Saturday, June 25, 2011

Canada Post labour dispute: a teachable moment

The mail is supposed to go in right where it says 'Closed / Fermé'.
Take your business elsewhere.

The labour dispute isn't good for Canada Post's main business, but there is some environmental upside to reducing the amount of unnecessary paper mail.
The postal system is pretty impressive. Moving pieces of paper around the country is a pretty tough gig. You have to keep them sorted and deliver them on time for pennies an item.
It's economical too. For $1.75 you can put an envelope or a postcard in a box near your house and have it delivered to another box pretty much anywhere in the world. Fifty-nine cents if it's in Canada. Most of the time it gets there just fine.
At the outset, it's a tremendous value proposition: You don't have to deliver things yourself. We'll do it for you. It saves you the time and hassle of delivering the letter or parcel, which is a good deal across town and a great deal across the country.
Canada Post last went on strike in 1997. The internet was still pretty new, and long distance phone calls were still expensive. Business got done by sending out bills and putting cheques in the mail. A postal strike would shut down vast swaths of commerce.
That power to shut down commerce is gone. Even before the strike/lockout companies were encouraging customers to switch to electronic billing. Online billing is common enough that many more people would switch over now if they only had a reason. 
Here's one: The mail stopped coming. 
If customer complacency is a major force keeping Canada Post in market share, service disruptions that force its customers to experiment with new ways of doing things isn't in its best interest.
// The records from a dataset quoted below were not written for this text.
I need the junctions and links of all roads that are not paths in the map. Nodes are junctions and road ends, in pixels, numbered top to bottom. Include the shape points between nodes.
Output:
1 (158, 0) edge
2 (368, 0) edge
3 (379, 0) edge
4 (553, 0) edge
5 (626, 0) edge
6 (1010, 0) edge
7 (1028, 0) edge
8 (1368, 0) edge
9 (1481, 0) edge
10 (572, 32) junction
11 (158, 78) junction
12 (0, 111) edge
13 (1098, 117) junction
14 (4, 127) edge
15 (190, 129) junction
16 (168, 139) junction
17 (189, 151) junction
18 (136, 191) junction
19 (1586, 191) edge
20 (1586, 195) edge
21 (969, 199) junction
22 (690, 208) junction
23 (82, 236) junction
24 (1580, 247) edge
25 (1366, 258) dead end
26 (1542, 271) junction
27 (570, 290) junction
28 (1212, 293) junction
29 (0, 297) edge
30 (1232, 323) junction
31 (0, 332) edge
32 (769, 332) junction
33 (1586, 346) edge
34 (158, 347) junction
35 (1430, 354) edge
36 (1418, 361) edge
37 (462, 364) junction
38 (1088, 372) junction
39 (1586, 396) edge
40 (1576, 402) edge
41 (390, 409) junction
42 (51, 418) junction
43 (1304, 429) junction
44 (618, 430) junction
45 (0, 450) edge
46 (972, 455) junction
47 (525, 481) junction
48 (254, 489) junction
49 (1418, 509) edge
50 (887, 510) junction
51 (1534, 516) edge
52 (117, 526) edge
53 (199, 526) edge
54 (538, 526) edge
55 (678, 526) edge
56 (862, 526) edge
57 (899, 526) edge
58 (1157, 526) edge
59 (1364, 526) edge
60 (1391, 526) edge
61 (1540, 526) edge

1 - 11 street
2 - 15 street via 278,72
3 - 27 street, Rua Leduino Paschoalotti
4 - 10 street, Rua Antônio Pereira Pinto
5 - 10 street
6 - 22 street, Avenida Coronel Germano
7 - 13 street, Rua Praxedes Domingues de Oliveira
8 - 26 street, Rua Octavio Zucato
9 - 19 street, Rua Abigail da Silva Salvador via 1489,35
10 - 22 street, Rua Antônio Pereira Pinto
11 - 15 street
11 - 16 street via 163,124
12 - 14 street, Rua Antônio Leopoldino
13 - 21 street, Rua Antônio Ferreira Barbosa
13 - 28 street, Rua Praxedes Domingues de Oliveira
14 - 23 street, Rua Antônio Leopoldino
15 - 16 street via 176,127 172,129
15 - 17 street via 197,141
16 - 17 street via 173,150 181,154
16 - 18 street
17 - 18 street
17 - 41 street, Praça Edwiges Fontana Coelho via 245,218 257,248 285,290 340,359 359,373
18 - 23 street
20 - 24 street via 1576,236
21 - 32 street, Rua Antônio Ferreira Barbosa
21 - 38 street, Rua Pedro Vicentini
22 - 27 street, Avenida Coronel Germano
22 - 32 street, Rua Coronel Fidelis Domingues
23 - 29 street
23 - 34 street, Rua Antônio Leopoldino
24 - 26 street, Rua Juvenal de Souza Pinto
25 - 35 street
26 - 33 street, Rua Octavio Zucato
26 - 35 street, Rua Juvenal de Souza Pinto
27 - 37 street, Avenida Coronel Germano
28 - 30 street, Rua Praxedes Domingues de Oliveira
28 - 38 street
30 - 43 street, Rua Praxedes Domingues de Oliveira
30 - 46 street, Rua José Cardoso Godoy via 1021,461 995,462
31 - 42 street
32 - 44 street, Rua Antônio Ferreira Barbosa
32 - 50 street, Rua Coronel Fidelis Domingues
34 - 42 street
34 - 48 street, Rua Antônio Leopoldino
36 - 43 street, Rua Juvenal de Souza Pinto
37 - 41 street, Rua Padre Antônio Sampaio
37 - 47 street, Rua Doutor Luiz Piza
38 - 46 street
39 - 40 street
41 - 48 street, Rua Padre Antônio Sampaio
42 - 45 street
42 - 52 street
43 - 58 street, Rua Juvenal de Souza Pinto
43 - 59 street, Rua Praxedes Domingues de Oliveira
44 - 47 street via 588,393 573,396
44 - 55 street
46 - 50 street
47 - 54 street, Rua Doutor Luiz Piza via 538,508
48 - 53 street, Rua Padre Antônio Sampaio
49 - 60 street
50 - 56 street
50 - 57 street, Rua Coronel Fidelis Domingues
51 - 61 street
For example, if there was a transit strike and former riders got in the habit of biking or driving to work, it would be tough to get them back.
The learning and effort to switch between systems is a barrier to change, but this disruption will send some formerly steady customers to seek electronic solutions.
The inevitable loss of letter volumes through the post will reduce the costs of doing business for companies who move beyond the mail service. Moving information around on the internet is much cheaper than moving physical pieces of paper.
This lurch to adopt electronic options will help the environment by reducing non-essential paper use and help the bottom line for businesses who won't have to pay to mail quite as many things.